== Work item ==
For the data that follows, state how many lines hold the string "order", giving the number by itself.

Saved entries
********************
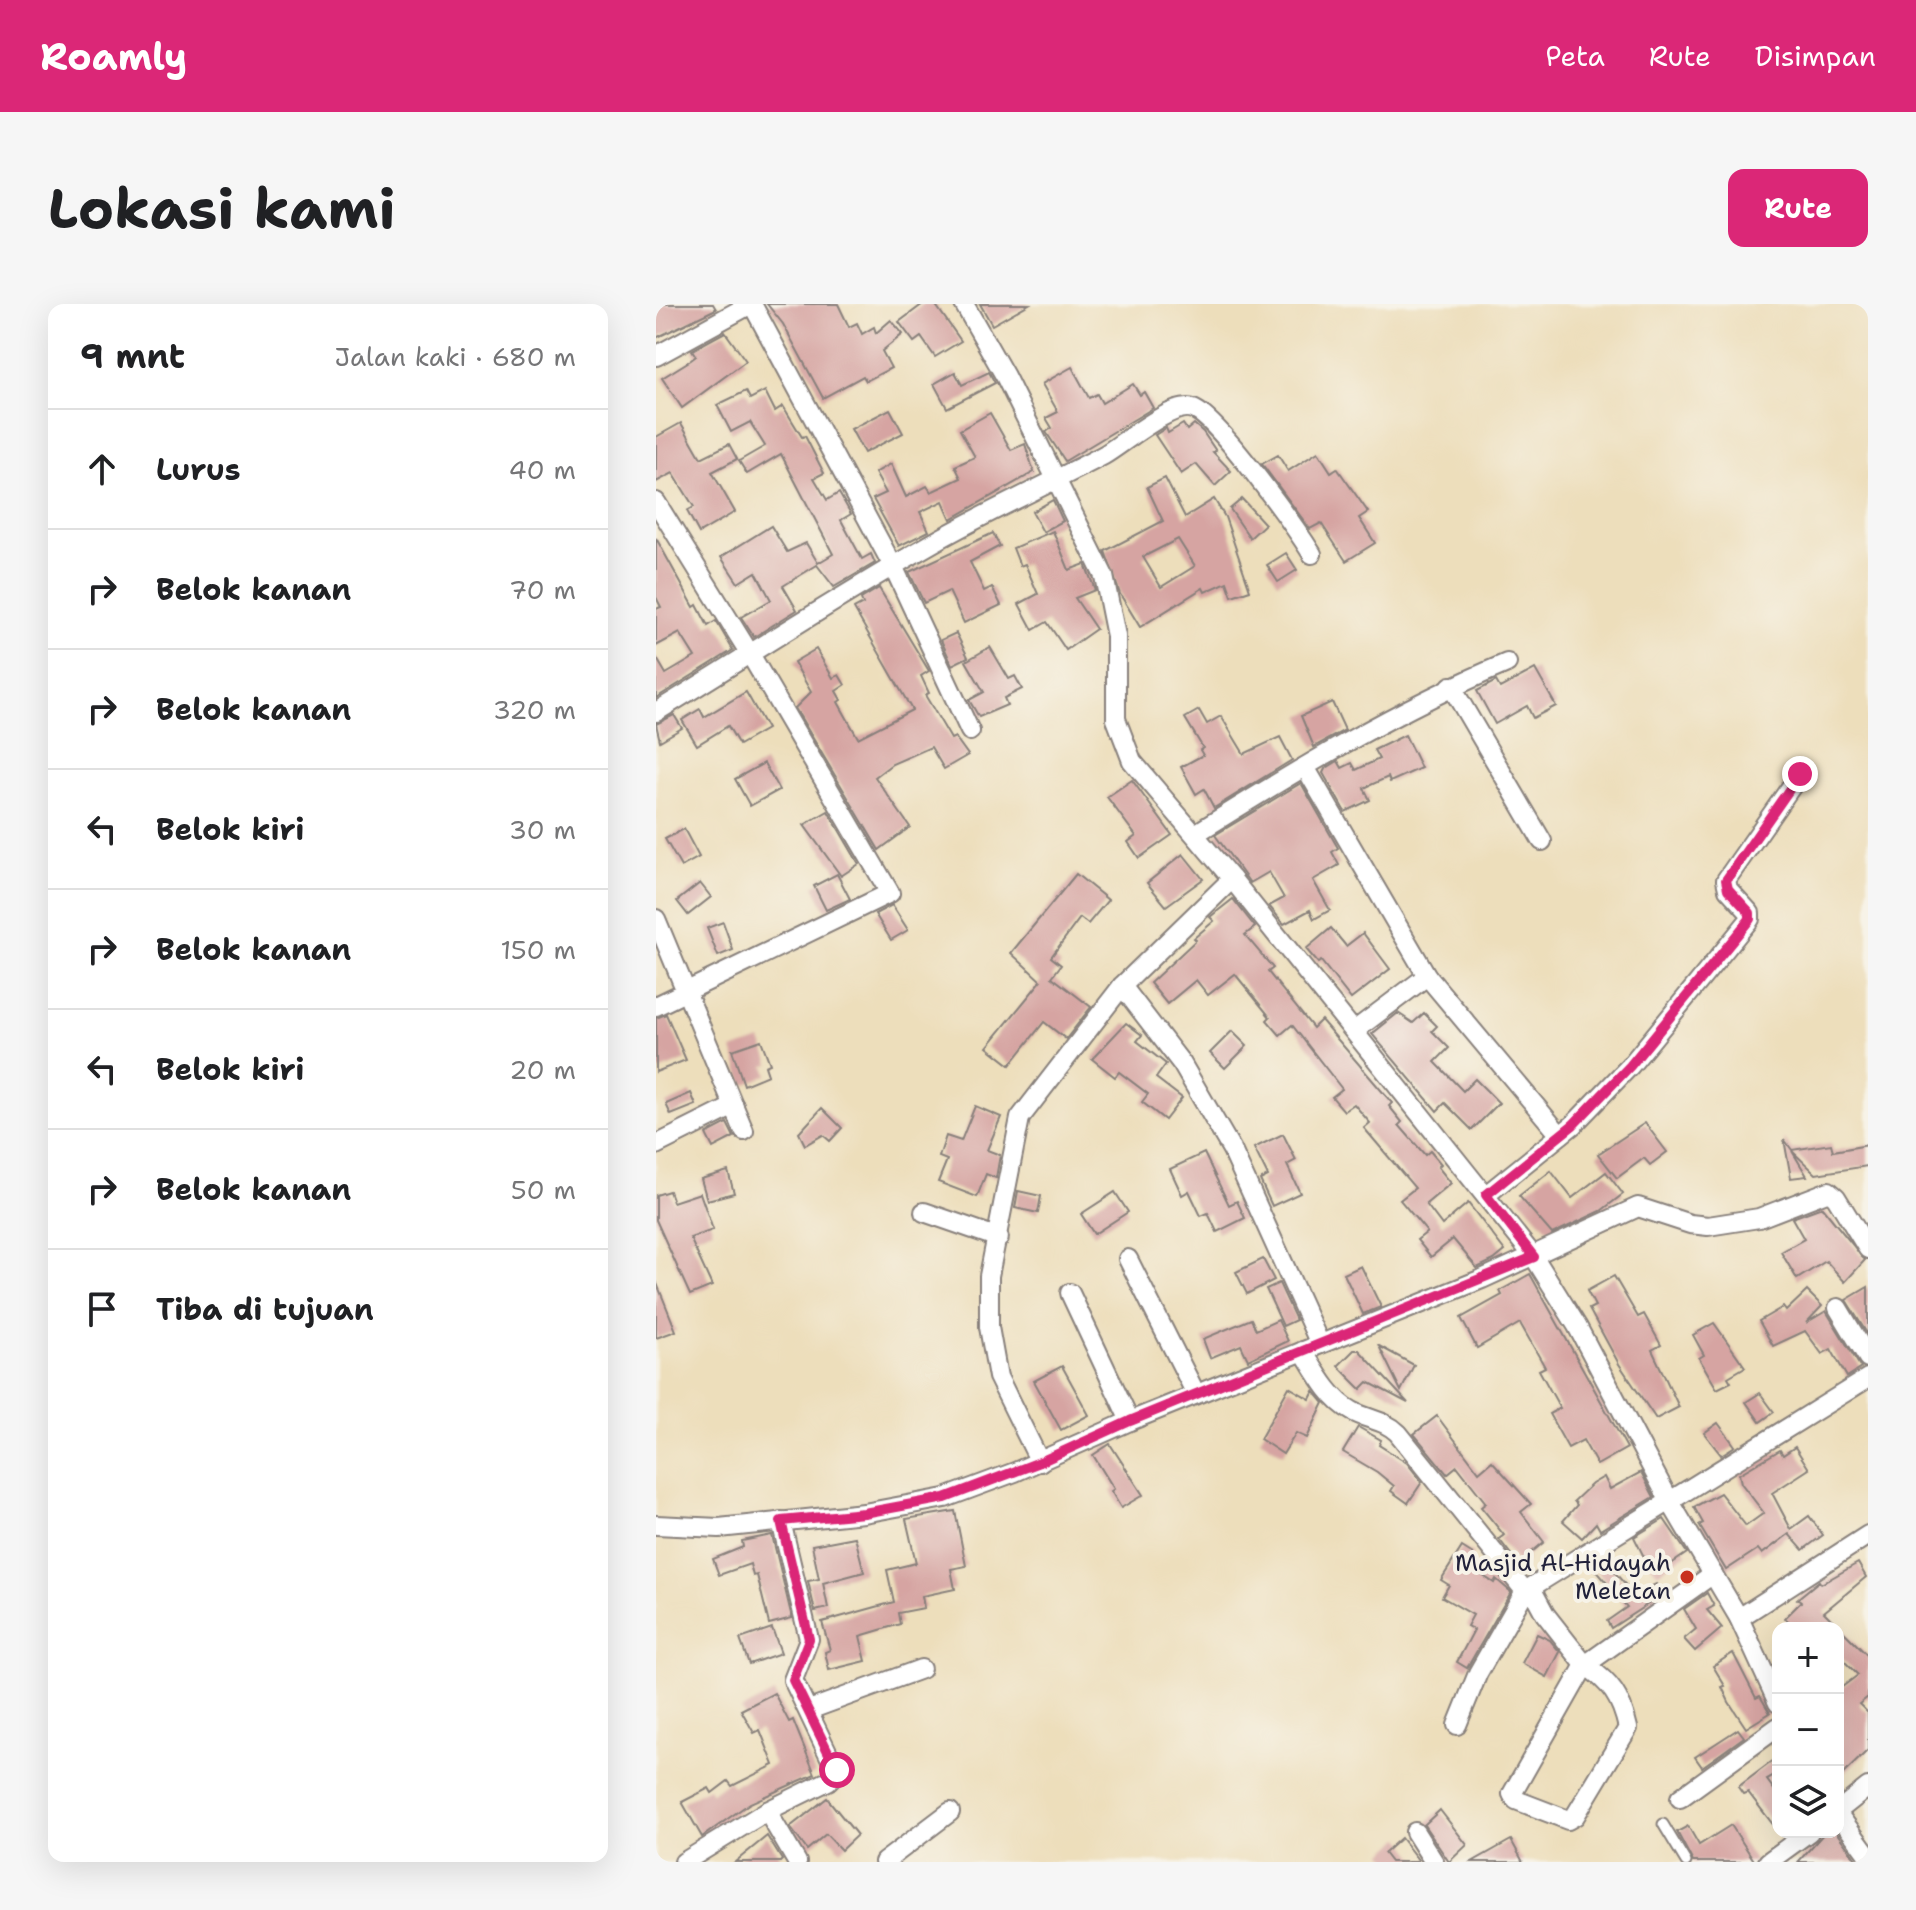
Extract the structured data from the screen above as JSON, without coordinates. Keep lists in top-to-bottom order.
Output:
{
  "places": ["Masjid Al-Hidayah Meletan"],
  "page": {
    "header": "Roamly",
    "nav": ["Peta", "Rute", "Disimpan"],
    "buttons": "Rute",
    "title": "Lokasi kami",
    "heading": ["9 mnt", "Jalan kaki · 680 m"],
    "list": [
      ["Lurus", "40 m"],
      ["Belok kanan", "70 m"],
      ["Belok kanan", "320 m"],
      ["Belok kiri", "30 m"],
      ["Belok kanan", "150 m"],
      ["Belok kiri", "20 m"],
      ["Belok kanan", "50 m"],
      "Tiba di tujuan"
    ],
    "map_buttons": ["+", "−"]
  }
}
********************
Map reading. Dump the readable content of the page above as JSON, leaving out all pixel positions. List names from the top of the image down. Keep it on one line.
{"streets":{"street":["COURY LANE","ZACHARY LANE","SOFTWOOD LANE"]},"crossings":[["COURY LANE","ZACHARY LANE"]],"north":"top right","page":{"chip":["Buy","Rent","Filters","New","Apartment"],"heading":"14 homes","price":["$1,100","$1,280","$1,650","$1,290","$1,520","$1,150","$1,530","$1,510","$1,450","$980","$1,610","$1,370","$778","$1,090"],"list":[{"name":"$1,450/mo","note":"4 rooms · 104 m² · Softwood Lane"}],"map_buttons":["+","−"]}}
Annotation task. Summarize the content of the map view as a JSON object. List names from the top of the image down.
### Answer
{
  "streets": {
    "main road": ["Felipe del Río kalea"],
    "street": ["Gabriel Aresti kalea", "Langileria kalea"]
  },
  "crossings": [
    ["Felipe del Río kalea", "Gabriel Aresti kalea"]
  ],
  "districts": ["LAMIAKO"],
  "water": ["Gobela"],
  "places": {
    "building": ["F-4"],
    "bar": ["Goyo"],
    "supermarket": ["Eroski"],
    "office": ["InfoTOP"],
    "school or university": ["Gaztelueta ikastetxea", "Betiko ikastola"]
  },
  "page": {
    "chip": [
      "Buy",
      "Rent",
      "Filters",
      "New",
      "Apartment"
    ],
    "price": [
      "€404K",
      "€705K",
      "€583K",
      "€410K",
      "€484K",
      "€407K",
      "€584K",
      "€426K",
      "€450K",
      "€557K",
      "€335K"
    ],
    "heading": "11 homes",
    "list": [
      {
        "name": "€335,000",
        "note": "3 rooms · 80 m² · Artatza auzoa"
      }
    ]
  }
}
********************
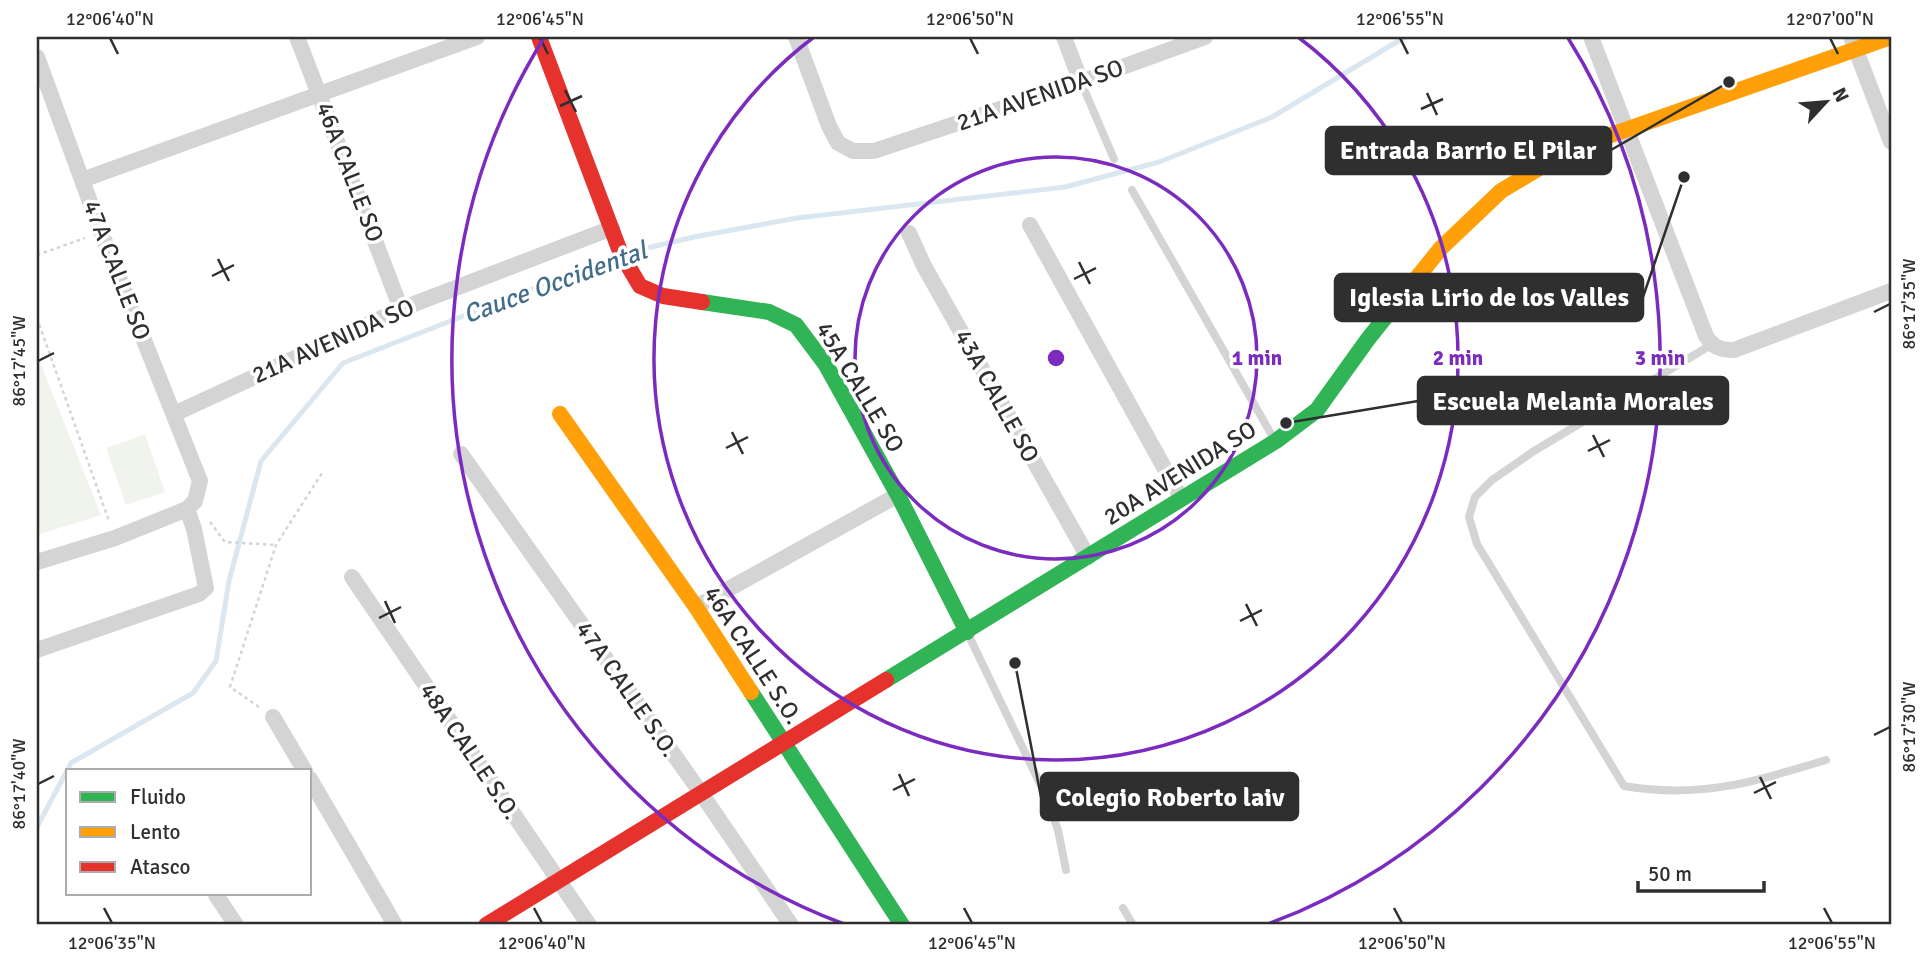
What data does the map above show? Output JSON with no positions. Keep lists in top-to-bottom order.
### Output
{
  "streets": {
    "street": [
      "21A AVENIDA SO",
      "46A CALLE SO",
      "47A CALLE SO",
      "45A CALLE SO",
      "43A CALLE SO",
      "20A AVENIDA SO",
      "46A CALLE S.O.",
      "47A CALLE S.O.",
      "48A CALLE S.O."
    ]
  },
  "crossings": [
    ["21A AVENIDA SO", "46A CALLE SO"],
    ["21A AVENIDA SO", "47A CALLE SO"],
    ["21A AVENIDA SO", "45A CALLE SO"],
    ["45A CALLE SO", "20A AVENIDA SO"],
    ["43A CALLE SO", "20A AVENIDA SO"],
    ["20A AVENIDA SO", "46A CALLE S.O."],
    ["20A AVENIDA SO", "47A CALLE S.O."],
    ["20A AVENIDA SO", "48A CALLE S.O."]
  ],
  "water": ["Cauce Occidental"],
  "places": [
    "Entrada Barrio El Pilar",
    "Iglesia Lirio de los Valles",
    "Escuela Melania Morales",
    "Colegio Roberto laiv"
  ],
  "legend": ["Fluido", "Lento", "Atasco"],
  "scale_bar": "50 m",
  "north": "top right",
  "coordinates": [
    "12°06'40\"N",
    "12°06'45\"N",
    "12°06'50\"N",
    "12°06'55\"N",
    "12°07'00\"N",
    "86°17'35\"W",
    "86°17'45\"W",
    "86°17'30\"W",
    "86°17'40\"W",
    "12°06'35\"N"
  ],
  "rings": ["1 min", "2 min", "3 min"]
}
********************
== Result of this exercise ==
2